▶ [Problem description]
Determine how many lines of the listing contain the word "paths". The reply is that number alone.

▶ [Excerpted records]
........
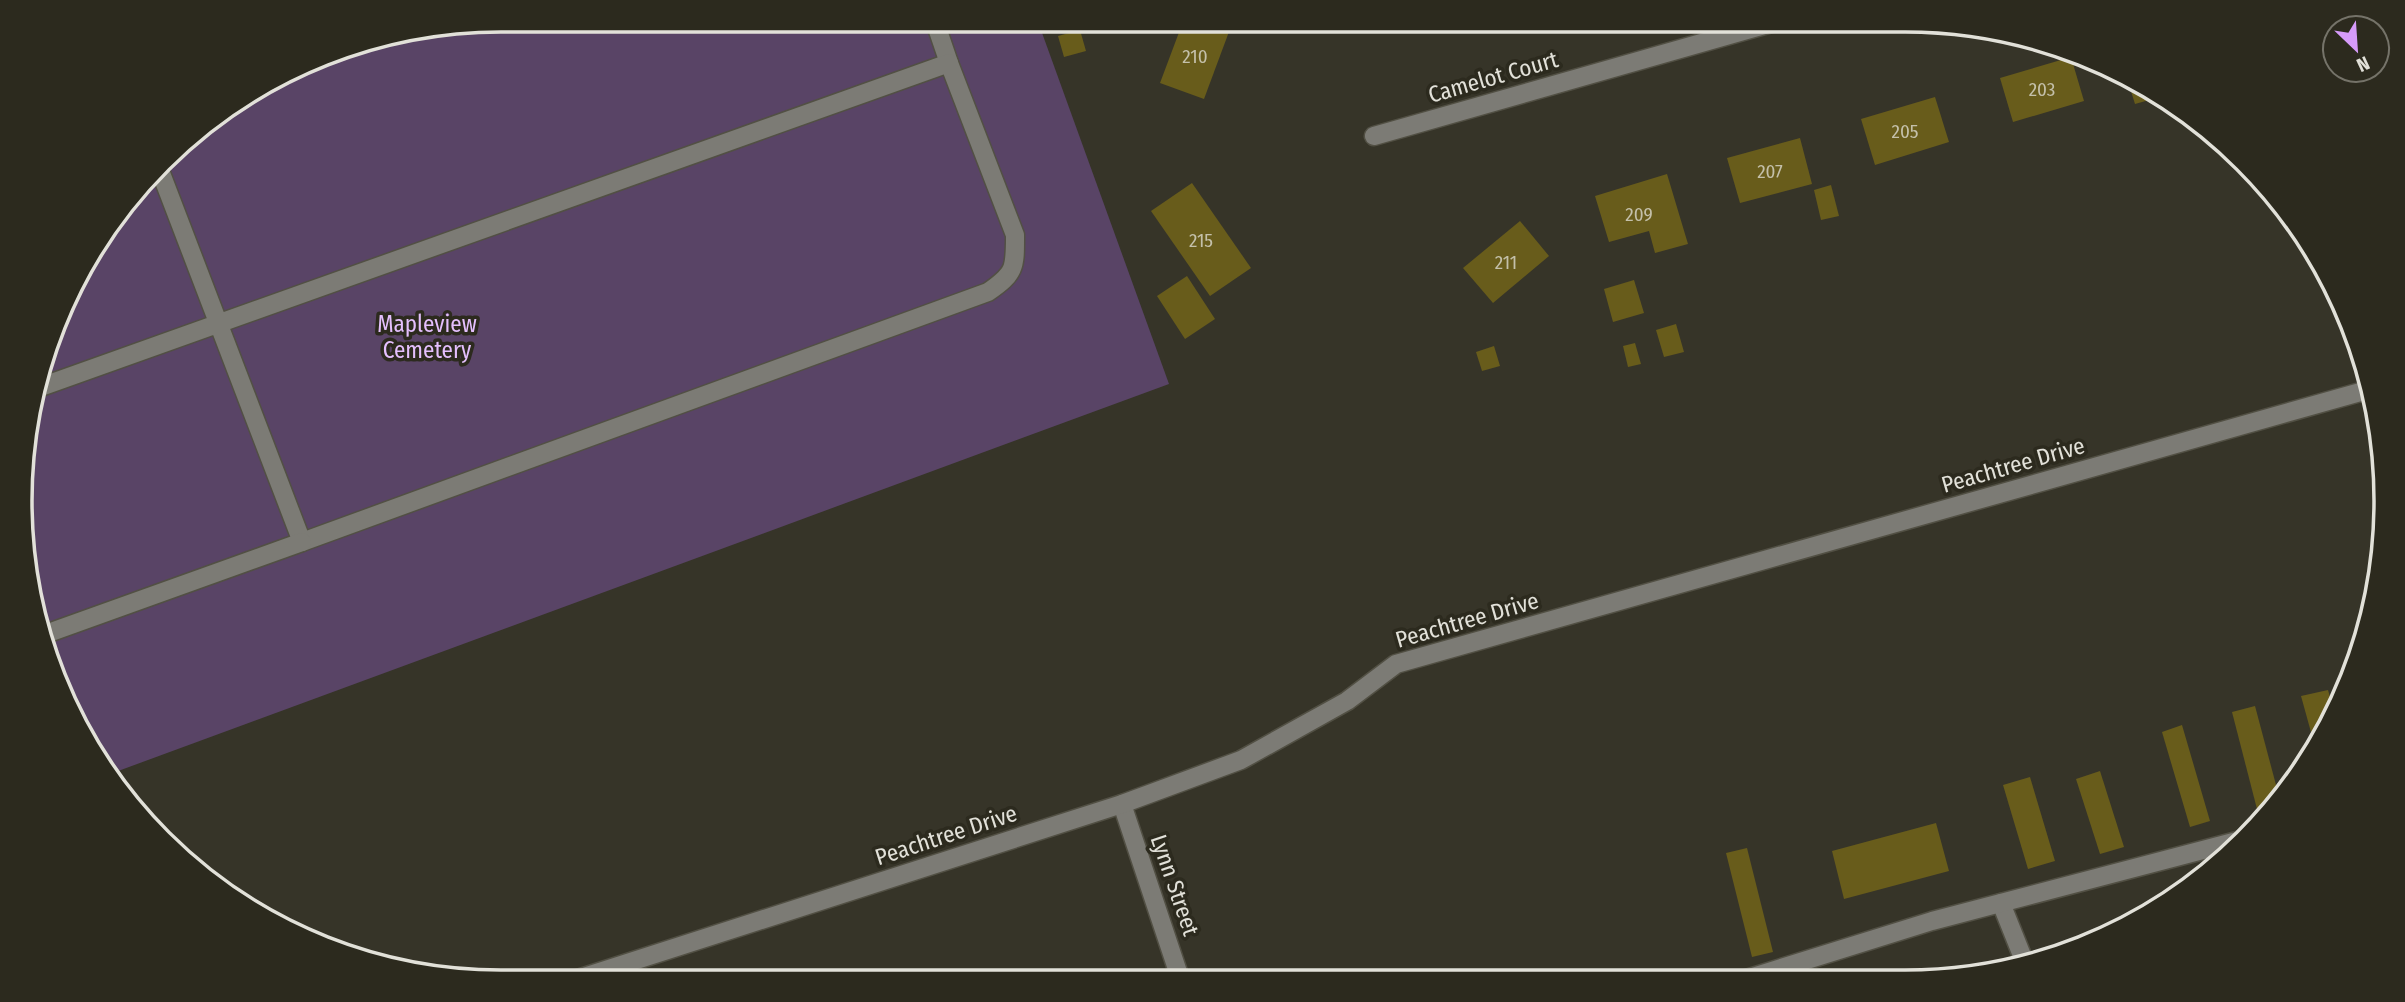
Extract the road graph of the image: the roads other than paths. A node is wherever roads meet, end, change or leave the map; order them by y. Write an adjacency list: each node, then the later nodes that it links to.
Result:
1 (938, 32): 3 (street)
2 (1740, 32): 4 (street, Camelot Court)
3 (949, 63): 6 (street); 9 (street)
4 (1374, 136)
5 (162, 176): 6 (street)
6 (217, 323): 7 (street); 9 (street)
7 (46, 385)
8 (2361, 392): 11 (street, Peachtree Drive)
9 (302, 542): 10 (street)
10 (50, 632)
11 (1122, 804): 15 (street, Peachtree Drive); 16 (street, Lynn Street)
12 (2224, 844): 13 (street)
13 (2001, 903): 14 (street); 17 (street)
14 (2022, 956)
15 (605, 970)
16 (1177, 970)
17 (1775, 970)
........
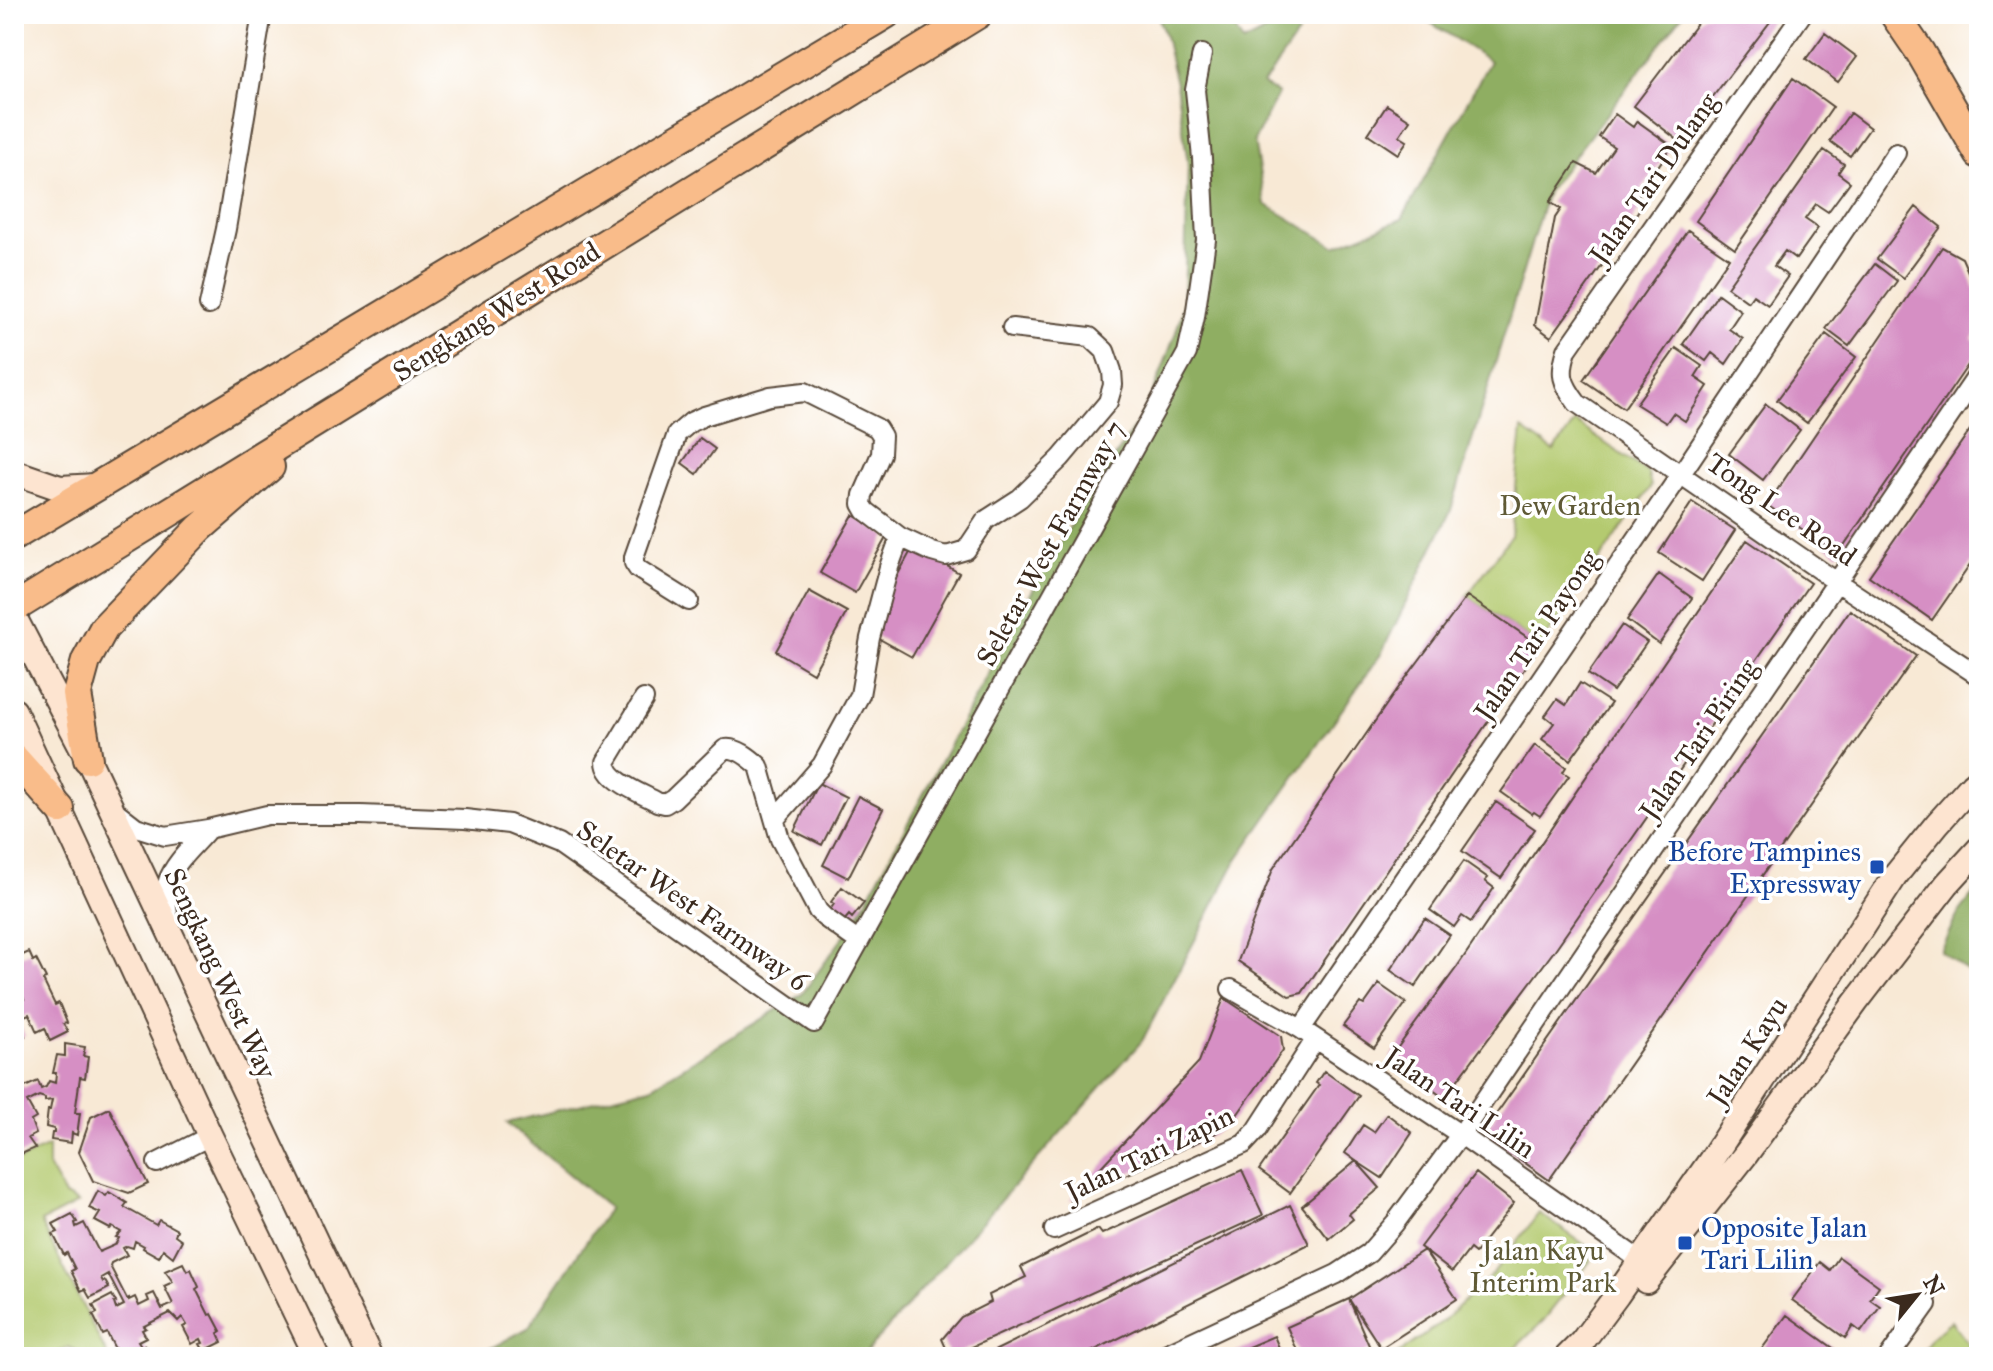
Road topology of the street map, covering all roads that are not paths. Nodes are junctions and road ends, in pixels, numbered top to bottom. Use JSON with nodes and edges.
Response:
........
▶ [Solution to the exercise]
2